## TASK BRIEF
Among the records that follow, find each line holding the word "Генерала" and copy it.

START SUPPLIED INFORMATION

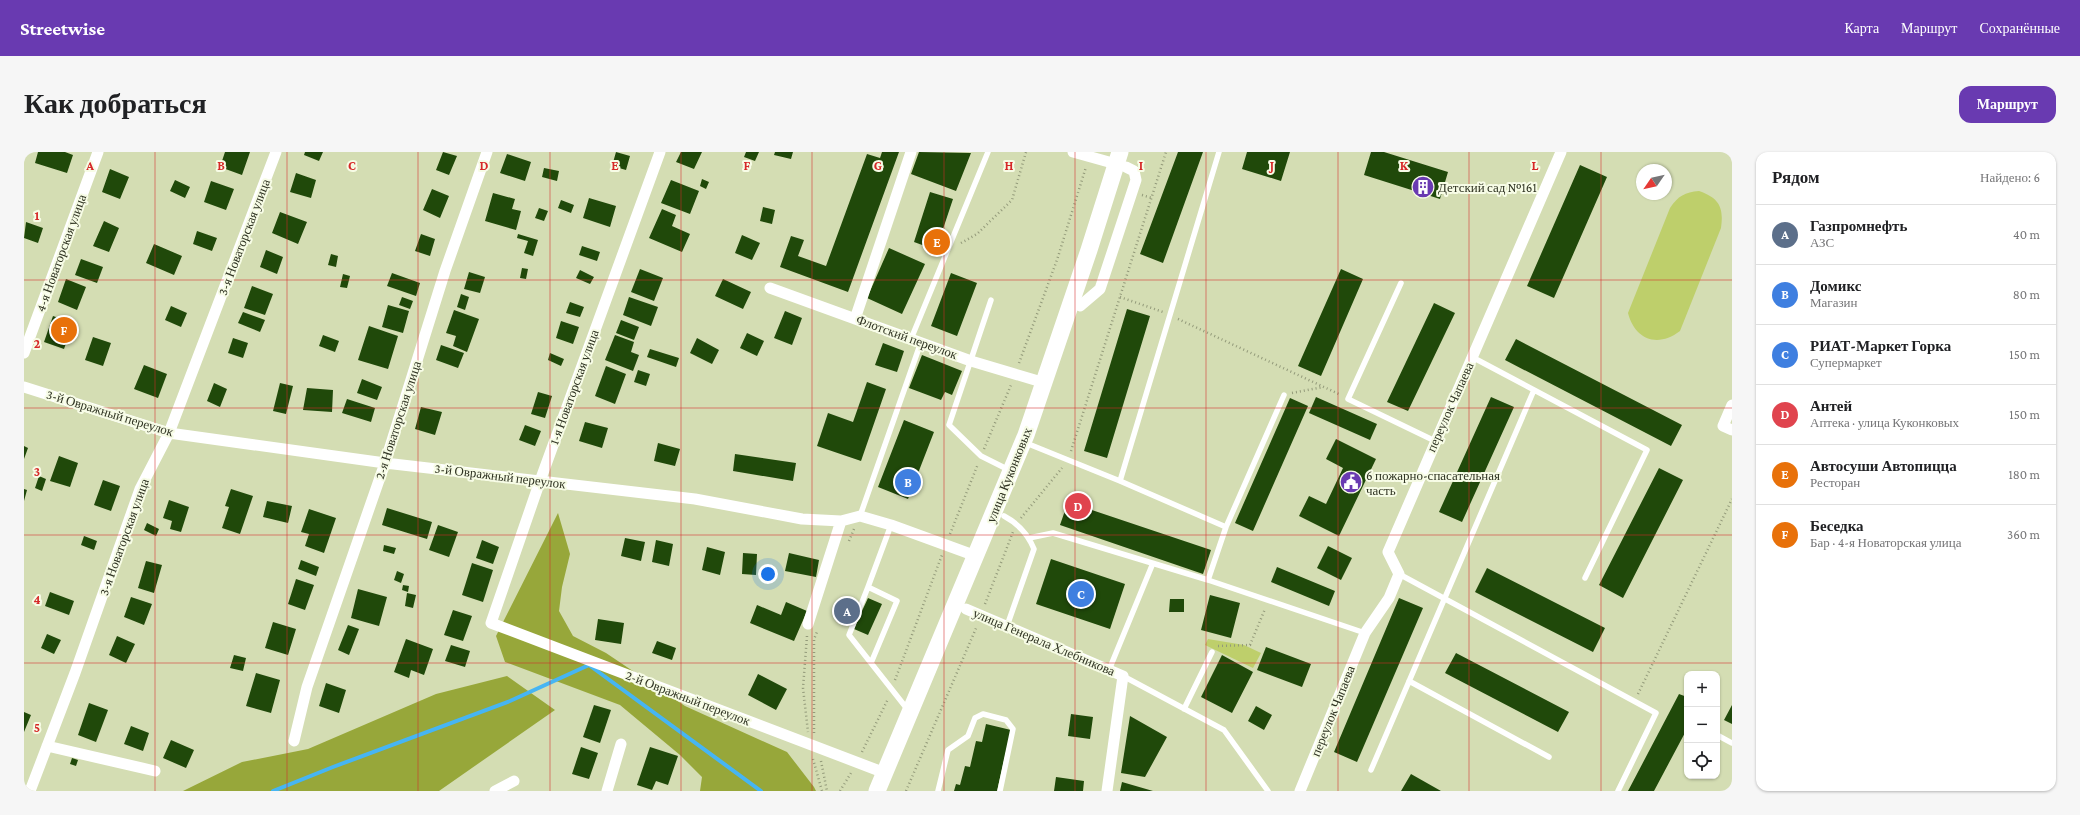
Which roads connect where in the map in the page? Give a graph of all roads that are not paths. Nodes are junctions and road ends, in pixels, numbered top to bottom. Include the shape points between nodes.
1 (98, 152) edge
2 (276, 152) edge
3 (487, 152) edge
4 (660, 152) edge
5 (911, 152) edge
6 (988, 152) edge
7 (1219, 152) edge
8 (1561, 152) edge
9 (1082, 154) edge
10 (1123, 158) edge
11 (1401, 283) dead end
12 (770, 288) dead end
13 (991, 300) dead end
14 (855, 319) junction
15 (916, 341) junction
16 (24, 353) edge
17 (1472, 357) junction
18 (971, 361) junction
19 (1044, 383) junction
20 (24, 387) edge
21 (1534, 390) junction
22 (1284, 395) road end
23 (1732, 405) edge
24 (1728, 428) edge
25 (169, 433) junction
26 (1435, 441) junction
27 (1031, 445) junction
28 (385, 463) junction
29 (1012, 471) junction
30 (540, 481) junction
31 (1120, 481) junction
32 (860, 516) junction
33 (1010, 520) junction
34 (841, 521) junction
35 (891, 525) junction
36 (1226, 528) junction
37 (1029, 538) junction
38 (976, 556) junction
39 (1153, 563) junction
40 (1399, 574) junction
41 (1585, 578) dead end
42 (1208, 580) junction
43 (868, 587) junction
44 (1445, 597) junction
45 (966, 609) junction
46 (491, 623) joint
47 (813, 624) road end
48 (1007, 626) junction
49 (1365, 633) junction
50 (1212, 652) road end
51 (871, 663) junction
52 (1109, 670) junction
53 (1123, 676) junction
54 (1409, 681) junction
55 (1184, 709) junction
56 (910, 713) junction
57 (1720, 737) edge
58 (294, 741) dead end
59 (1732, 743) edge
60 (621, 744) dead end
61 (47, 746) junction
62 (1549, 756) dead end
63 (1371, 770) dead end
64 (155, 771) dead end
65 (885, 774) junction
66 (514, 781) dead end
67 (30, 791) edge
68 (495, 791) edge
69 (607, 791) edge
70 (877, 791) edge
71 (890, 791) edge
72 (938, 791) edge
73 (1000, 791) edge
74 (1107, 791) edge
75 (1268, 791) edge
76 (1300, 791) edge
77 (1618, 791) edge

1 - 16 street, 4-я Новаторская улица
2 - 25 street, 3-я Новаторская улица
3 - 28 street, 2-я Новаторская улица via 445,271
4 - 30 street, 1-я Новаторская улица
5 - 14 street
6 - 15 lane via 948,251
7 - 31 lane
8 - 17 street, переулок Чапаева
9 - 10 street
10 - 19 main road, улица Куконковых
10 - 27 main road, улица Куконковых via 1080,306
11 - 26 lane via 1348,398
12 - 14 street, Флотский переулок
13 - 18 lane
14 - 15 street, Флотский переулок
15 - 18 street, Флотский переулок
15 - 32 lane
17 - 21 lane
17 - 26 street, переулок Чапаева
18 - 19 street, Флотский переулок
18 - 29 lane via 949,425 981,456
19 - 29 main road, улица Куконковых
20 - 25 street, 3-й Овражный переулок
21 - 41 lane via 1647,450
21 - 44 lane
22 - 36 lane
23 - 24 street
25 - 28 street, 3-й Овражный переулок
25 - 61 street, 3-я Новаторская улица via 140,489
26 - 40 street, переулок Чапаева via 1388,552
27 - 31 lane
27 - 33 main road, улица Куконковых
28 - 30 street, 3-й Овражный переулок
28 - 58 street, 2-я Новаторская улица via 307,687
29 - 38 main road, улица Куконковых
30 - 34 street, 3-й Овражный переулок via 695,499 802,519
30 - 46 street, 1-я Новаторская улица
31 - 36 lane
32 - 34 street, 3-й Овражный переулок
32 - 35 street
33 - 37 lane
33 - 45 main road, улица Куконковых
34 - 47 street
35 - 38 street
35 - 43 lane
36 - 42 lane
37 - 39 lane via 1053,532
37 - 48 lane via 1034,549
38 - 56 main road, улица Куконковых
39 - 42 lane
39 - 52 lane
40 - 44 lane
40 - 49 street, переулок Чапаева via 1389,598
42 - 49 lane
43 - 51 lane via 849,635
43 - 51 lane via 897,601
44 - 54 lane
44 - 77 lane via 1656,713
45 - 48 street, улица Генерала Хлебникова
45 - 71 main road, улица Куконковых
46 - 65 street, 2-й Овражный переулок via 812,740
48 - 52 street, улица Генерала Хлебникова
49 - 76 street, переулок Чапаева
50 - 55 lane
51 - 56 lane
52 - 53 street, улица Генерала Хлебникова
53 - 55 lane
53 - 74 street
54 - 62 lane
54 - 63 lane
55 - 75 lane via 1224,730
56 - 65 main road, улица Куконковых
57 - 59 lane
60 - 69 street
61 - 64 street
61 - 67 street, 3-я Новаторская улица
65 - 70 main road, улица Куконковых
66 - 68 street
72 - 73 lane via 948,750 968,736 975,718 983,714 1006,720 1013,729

END SUPPLIED INFORMATION

## WRITTEN ANSWER
45 - 48 street, улица Генерала Хлебникова
48 - 52 street, улица Генерала Хлебникова
52 - 53 street, улица Генерала Хлебникова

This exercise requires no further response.